Scientists have spotted an asteroid floating in the outer regions of the solar system beyond Neptune. This is the first of its kind. It is known as the 2004 EW95 asteroid. The ESO (European Southern Observatory) released a statement that it was first formed between the asteroid belts of Jupiter and mars but later pulled towards the Kuiper belt beyond Neptune. According to scientists, it is a carbon-rich asteroid.
Astronomer Dr Wesley Fraser of Queen’s University found something unusual about the distant asteroids while performing his observations.
According to Dr. Tom Secull, 2004 EW95’s reflectance spectrum marked it out from the neighbouring bodies. Using the ESO’s telescope scientists were able to find out that the asteroid was made from carbon suggesting that the asteroid was originally from the inner solar system. So the scientists believe that it can unfold many mysteries and can tell them about the formation of sun and planets. Dr Secull added that the asteroid had been forced into its present unit by a migratory planet given its present position in the outer reaches of the solar system. Also, the present of phyllosilicates and ferric oxides in the asteroid was a hint for its origin point as any asteroid has never shown such composition. Given the case, scientists are expecting more asteroids to find in Kuiper belt in the coming years.

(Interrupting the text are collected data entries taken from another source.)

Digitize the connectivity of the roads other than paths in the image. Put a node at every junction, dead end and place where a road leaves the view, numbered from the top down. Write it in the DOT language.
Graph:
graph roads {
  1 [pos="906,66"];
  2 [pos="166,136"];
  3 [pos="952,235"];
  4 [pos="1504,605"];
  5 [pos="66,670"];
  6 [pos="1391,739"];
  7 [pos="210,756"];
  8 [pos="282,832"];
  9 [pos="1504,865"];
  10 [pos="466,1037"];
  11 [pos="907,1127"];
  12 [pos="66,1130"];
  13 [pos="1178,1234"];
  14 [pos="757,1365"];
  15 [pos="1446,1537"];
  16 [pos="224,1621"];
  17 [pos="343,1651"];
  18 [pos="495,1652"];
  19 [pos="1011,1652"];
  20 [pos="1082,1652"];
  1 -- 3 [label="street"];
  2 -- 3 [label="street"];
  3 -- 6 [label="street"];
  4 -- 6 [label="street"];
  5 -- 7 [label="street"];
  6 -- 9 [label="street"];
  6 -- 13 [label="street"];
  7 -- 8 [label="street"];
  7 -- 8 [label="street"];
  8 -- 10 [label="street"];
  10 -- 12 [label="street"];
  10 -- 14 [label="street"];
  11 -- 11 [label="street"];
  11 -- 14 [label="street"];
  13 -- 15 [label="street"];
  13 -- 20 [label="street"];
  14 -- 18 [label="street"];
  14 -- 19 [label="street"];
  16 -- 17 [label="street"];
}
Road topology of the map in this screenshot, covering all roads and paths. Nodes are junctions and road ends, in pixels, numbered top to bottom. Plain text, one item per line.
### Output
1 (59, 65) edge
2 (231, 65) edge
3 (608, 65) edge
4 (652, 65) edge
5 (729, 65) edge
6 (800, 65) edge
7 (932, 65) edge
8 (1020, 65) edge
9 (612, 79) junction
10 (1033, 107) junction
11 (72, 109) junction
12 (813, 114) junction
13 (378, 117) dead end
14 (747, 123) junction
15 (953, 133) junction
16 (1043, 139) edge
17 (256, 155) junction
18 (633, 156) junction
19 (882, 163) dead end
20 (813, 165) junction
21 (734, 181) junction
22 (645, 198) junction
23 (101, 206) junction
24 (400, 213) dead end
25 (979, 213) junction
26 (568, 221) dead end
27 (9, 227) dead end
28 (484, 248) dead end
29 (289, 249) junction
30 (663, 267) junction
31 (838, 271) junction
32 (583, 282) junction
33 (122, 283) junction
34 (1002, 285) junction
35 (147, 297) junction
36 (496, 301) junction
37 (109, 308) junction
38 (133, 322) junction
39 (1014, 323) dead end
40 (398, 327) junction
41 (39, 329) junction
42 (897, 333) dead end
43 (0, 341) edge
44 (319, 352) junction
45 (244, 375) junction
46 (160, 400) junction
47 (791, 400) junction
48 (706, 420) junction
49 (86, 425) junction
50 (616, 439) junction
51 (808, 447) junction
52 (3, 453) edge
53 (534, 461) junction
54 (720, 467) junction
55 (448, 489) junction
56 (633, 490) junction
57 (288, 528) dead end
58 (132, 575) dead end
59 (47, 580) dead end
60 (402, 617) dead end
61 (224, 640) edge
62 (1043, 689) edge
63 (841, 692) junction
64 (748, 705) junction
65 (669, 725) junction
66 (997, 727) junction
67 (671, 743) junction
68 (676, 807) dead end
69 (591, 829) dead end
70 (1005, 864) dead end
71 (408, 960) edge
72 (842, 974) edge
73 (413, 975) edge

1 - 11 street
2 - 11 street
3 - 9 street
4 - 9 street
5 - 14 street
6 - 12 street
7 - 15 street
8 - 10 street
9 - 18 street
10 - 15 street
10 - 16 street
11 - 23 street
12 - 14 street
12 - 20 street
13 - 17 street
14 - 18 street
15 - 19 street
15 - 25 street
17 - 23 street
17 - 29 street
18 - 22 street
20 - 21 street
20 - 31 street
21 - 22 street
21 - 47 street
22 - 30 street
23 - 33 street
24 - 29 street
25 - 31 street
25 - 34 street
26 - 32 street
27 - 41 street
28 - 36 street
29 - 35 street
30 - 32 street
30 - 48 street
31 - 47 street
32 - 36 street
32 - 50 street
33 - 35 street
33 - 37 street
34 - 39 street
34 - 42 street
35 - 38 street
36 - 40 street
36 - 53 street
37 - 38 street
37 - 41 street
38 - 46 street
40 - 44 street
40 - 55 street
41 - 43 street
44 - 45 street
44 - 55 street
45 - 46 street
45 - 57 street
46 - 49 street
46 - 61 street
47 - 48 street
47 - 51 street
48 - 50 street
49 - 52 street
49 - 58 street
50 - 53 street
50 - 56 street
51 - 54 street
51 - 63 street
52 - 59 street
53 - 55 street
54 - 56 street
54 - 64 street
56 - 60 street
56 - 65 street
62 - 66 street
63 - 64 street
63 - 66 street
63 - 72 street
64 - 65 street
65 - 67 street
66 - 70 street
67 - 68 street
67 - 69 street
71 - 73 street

Secull and his team observed the asteroid with FORS2 and X-Shooter instruments on the VLT to obtain more information on the pattern of reflectance spectrum and know its composition. Even though the 2004 EW95 was 300 km across but it was four billion kilometres away from earth which made it difficult to gather data as it looked like a giant block of coal against the pitch dark sky. Despite this, the team was able to gather data with the help of advanced instruments.